#### TASK PROMPT:
Note each line in the data holding the string "scale" and report it.

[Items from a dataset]

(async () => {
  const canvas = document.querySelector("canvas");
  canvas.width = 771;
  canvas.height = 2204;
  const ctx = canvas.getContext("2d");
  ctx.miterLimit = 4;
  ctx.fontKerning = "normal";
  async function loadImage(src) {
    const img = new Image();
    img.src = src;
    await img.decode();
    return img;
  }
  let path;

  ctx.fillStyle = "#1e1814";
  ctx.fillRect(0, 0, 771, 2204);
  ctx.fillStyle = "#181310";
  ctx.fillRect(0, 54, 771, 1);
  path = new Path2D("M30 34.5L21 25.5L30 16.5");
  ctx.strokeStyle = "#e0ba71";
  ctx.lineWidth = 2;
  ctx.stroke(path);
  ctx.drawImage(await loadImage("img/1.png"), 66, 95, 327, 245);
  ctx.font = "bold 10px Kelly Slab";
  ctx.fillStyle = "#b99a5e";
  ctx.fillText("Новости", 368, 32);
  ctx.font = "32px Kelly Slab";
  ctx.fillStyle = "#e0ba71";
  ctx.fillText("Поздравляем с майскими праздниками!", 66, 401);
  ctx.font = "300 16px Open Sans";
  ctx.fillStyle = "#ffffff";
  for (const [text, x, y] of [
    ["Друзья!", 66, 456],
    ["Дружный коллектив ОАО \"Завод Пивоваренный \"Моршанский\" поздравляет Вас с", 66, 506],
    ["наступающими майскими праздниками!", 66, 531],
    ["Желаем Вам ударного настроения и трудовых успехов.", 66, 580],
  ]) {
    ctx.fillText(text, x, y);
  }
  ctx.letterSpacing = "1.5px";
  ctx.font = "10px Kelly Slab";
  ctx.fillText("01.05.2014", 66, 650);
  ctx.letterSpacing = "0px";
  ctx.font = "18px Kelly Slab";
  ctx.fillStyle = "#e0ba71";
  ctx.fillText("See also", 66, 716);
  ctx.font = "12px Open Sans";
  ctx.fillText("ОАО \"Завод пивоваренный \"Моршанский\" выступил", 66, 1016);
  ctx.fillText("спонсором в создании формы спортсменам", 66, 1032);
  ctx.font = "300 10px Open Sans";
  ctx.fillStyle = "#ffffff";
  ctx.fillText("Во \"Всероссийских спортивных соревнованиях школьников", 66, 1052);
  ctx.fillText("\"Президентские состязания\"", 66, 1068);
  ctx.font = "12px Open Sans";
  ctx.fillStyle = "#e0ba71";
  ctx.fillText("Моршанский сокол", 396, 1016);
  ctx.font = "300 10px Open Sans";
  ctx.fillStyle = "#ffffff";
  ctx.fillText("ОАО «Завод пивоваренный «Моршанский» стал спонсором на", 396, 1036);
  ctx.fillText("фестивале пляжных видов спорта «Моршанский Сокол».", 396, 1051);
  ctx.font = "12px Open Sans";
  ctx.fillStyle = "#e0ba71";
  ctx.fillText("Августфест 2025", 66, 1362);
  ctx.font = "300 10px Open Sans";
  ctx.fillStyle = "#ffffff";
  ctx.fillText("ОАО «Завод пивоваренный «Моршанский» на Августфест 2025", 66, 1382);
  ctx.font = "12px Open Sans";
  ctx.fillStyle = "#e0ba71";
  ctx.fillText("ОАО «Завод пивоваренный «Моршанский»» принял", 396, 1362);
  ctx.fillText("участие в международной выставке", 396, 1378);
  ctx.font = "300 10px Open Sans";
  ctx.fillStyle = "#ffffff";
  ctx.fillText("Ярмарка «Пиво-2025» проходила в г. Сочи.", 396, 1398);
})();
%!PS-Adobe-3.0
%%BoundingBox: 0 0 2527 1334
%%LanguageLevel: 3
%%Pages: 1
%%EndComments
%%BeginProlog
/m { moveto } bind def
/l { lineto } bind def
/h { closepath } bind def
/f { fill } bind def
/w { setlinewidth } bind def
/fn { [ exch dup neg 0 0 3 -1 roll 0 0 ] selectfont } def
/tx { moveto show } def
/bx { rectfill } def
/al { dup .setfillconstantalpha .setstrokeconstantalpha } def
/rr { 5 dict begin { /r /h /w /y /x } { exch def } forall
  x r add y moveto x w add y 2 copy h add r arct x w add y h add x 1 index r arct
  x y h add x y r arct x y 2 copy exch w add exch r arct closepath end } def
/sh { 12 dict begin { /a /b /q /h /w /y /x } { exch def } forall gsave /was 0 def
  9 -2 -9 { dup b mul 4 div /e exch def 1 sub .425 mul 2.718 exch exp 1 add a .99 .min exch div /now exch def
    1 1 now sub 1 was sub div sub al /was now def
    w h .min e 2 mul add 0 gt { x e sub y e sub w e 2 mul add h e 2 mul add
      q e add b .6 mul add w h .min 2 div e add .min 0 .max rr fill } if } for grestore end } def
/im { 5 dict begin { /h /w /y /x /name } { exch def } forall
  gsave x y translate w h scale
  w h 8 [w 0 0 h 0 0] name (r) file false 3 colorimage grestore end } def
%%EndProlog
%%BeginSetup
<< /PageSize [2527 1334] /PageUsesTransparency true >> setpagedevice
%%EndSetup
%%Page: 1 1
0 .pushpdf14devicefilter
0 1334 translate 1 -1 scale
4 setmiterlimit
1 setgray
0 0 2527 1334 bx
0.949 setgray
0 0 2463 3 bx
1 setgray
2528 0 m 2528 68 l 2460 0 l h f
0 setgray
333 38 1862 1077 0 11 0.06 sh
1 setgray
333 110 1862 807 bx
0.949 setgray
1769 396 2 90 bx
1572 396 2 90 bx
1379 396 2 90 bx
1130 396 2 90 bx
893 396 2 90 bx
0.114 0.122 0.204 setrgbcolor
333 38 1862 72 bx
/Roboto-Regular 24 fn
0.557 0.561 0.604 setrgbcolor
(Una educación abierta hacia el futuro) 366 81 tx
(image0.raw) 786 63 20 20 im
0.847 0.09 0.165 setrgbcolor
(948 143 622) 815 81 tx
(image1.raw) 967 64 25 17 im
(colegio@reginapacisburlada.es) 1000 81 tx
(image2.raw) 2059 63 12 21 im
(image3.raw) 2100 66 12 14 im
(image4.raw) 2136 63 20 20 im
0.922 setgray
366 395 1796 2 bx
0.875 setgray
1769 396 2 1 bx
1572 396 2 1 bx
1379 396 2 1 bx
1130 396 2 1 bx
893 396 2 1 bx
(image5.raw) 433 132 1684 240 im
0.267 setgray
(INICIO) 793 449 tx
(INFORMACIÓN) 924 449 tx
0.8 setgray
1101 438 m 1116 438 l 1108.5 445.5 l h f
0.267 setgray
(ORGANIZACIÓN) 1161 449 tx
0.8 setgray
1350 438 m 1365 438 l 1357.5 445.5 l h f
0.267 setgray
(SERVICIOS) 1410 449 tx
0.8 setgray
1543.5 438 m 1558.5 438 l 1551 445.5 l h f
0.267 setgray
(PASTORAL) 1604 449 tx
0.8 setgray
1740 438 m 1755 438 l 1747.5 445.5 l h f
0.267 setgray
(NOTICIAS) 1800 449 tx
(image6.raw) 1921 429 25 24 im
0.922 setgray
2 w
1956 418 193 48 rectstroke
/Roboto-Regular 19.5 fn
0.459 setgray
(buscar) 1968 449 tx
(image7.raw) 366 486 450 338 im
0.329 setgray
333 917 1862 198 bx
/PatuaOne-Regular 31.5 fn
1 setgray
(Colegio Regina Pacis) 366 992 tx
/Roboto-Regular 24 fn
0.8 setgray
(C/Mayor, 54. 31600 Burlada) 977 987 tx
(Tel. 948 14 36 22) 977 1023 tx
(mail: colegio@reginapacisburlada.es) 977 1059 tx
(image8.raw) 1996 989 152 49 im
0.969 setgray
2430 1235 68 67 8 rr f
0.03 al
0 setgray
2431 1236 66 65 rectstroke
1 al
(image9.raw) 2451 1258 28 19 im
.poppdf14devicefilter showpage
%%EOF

#### WRITTEN ANSWER:
  gsave x y translate w h scale
0 1334 translate 1 -1 scale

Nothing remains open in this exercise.